The nuclear hormone receptors ( NHR's ) are a class of transcriptional regulators that typically contain a DNA binding domain (DBD) and a ligand binding domain (LBD). Nuclear hormone receptors can be classified based on amino acid sequence relationships in the DBD. Nuclear receptors in the NR2E class, such as tailless ( tll ) in Drosophila , Tlx in mice, PNR in vertebrates and
fax-1 in C. elegans have been found to function in nervous system development. We have been investigating the function of the NR2E nuclear receptors
nhr-67, the C. elegans tailless ortholog , and
nhr-111 , a novel nuclear receptor that is present in C. elegans but not C. briggsae . The DBD's of
fax-1 and
nhr-67 are similar, although evidence from our laboratory suggests that they have different DNA-binding activities (see the abstract by DeMeo et al.) The DBD of
nhr-111 is somewhat diverged, but its LBD is similar to
fax-1 . Our goal is to determine the function and expression pattern of
nhr-67 and
nhr-111 . Deletion of the
nhr-111 gene does not produce an obvious phenotype, whereas deletion of
nhr-67 results in L1 arrest.
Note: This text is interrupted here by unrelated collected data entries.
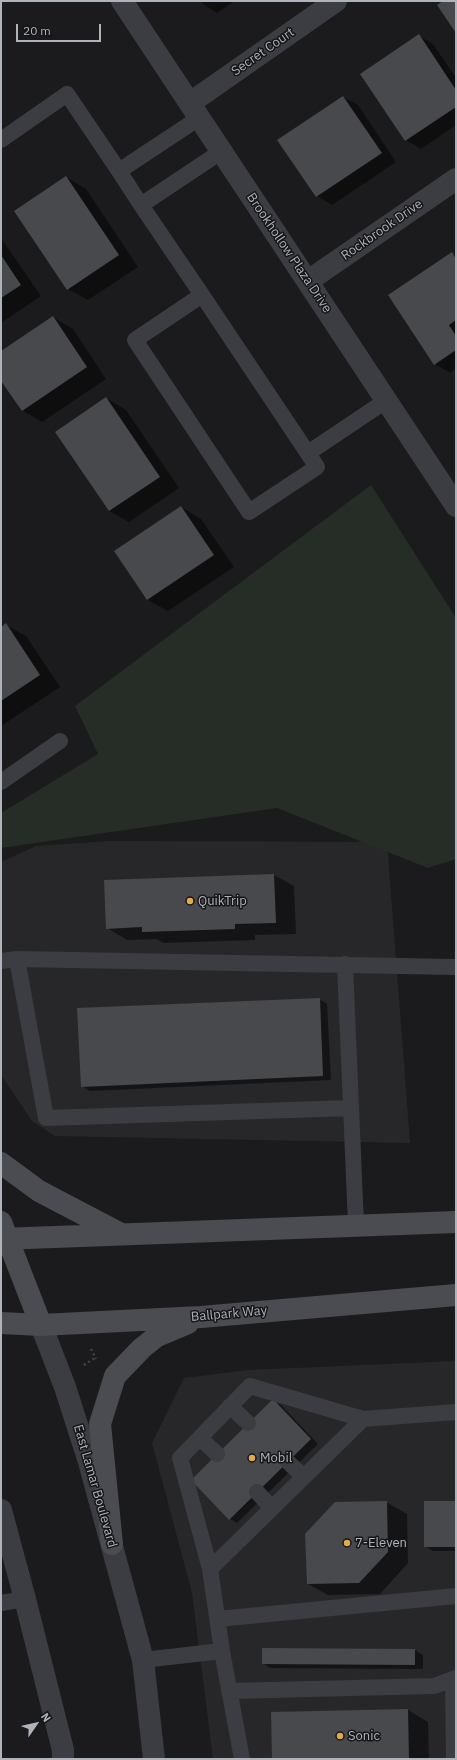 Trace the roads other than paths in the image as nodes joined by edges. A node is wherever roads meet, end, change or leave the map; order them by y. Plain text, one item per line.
1 (122, 1) edge
2 (336, 1) edge
3 (194, 111) junction
4 (1, 140) edge
5 (222, 151) junction
6 (119, 171) junction
7 (456, 179) edge
8 (141, 205) junction
9 (308, 281) junction
10 (202, 295) junction
11 (387, 400) junction
12 (308, 453) junction
13 (456, 506) edge
14 (60, 741) dead end
15 (1, 782) edge
16 (17, 958) junction
17 (1, 961) edge
18 (345, 964) junction
19 (456, 967) edge
20 (351, 1108) junction
21 (1, 1163) edge
22 (456, 1222) edge
23 (356, 1225) junction
24 (3, 1233) edge
25 (122, 1234) junction
26 (456, 1295) edge
27 (201, 1317) junction
28 (1, 1323) edge
29 (41, 1325) junction
30 (230, 1406) junction
31 (456, 1412) edge
32 (363, 1419) junction
33 (248, 1423) dead end
34 (200, 1438) junction
35 (217, 1454) dead end
36 (288, 1462) dead end
37 (304, 1477) junction
38 (257, 1492) dead end
39 (272, 1508) junction
40 (1, 1510) edge
41 (112, 1544) junction
42 (210, 1569) junction
43 (456, 1596) edge
44 (25, 1599) junction
45 (1, 1603) edge
46 (218, 1619) junction
47 (222, 1651) junction
48 (143, 1660) junction
49 (454, 1678) edge
50 (229, 1691) junction
51 (63, 1759) edge
52 (154, 1759) edge
53 (242, 1759) edge
54 (454, 1759) edge

1 - 3 street, Brookhollow Plaza Drive
2 - 3 street, Secret Court
3 - 5 street, Brookhollow Plaza Drive
3 - 6 lane
4 - 6 lane
5 - 8 lane
5 - 9 street, Brookhollow Plaza Drive
6 - 8 lane
7 - 9 street, Rockbrook Drive
8 - 10 lane
9 - 11 street, Brookhollow Plaza Drive
10 - 12 lane
10 - 12 lane
11 - 12 lane
11 - 13 street, Brookhollow Plaza Drive
14 - 15 lane
16 - 17 lane
16 - 18 lane
16 - 20 lane
18 - 19 lane
18 - 20 lane
20 - 23 lane
21 - 25 main road
22 - 23 main road
23 - 25 main road
24 - 25 main road
24 - 29 main road, East Lamar Boulevard
26 - 27 main road, Ballpark Way
27 - 29 main road, Ballpark Way
27 - 41 main road
28 - 29 main road, Ballpark Way
29 - 41 street, East Lamar Boulevard
30 - 32 lane
30 - 33 lane
30 - 34 lane
31 - 32 lane
32 - 37 lane
34 - 35 lane
34 - 42 lane
36 - 37 lane
37 - 39 lane
38 - 39 lane
39 - 42 lane
40 - 44 street
41 - 48 street, East Lamar Boulevard
42 - 46 lane
43 - 46 lane
44 - 45 lane
44 - 51 street
46 - 47 lane
47 - 48 lane
47 - 50 lane
48 - 52 street, East Lamar Boulevard
49 - 50 lane
49 - 54 lane
50 - 53 lane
RNAi analysis of
nhr-67 reveals a postembryonic role in movement, larval growth, molting and vulval morphogenesis. GFP expression studies of
nhr-67 and
nhr-111 argue that both of these genes are expressed in the nervous system and may play a role in nervous system development:
nhr-67: :gfp reporters are expressed in a few pairs of head neurons, while
nhr-111::gfp reporters are expressed in one or two pairs of head neurons and the somatic gonad. We are currently expressing recombinant NHR-67 protein in bacteria in order to produce polyclonal antibodies, which will allow us to determine the expression pattern of endogenous NHR-67 wild-type animals and various mutants by immunofluorescence studies.